#### THE PROBLEM
Images should be omitted while the rest of the data is duplicated exactly.

#### DATA SUPPLIED

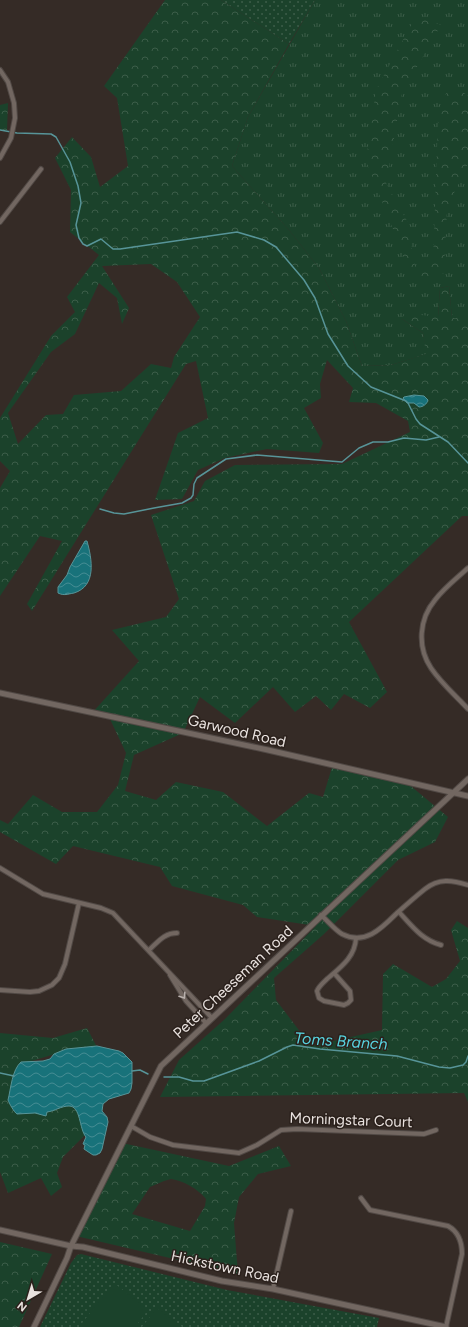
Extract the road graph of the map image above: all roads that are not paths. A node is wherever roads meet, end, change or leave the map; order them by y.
1 (0, 70) edge
2 (0, 158) edge
3 (41, 169) dead end
4 (0, 222) edge
5 (468, 568) edge
6 (0, 693) edge
7 (468, 709) edge
8 (468, 779) edge
9 (452, 793) junction
10 (468, 796) edge
11 (0, 868) edge
12 (468, 885) edge
13 (79, 903) junction
14 (399, 912) junction
15 (321, 915) junction
16 (177, 934) dead end
17 (356, 938) junction
18 (441, 945) dead end
19 (149, 950) junction
20 (163, 965) junction
21 (334, 973) junction
22 (0, 990) edge
23 (212, 1018) junction
24 (206, 1023) junction
25 (131, 1126) junction
26 (436, 1130) dead end
27 (361, 1198) dead end
28 (291, 1211) dead end
29 (0, 1230) edge
30 (71, 1246) junction
31 (273, 1290) junction
32 (34, 1327) edge
33 (446, 1327) edge

1 - 2 street
3 - 4 street
5 - 7 street
6 - 9 street, Garwood Road
8 - 9 street, Peter Cheeseman Road
9 - 10 street, Garwood Road
9 - 15 street, Peter Cheeseman Road
11 - 13 street
12 - 14 street
13 - 19 street
13 - 22 street
14 - 17 street
14 - 18 street
15 - 17 street
15 - 23 street, Peter Cheeseman Road
16 - 19 street
17 - 21 street
19 - 20 street
20 - 23 street
20 -> 24 street
21 - 21 street
23 - 24 street, Peter Cheeseman Road
24 - 25 street, Peter Cheeseman Road
25 - 26 street, Morningstar Court
25 - 30 street, Peter Cheeseman Road
27 - 33 street
28 - 31 street
29 - 30 street, Hickstown Road
30 - 31 street, Hickstown Road
30 - 32 street, Peter Cheeseman Road
31 - 33 street, Hickstown Road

#### WORKED SOLUTION
Extract the road graph of the map image above: all roads that are not paths. A node is wherever roads meet, end, change or leave the map; order them by y.
1 (0, 70) edge
2 (0, 158) edge
3 (41, 169) dead end
4 (0, 222) edge
5 (468, 568) edge
6 (0, 693) edge
7 (468, 709) edge
8 (468, 779) edge
9 (452, 793) junction
10 (468, 796) edge
11 (0, 868) edge
12 (468, 885) edge
13 (79, 903) junction
14 (399, 912) junction
15 (321, 915) junction
16 (177, 934) dead end
17 (356, 938) junction
18 (441, 945) dead end
19 (149, 950) junction
20 (163, 965) junction
21 (334, 973) junction
22 (0, 990) edge
23 (212, 1018) junction
24 (206, 1023) junction
25 (131, 1126) junction
26 (436, 1130) dead end
27 (361, 1198) dead end
28 (291, 1211) dead end
29 (0, 1230) edge
30 (71, 1246) junction
31 (273, 1290) junction
32 (34, 1327) edge
33 (446, 1327) edge

1 - 2 street
3 - 4 street
5 - 7 street
6 - 9 street, Garwood Road
8 - 9 street, Peter Cheeseman Road
9 - 10 street, Garwood Road
9 - 15 street, Peter Cheeseman Road
11 - 13 street
12 - 14 street
13 - 19 street
13 - 22 street
14 - 17 street
14 - 18 street
15 - 17 street
15 - 23 street, Peter Cheeseman Road
16 - 19 street
17 - 21 street
19 - 20 street
20 - 23 street
20 -> 24 street
21 - 21 street
23 - 24 street, Peter Cheeseman Road
24 - 25 street, Peter Cheeseman Road
25 - 26 street, Morningstar Court
25 - 30 street, Peter Cheeseman Road
27 - 33 street
28 - 31 street
29 - 30 street, Hickstown Road
30 - 31 street, Hickstown Road
30 - 32 street, Peter Cheeseman Road
31 - 33 street, Hickstown Road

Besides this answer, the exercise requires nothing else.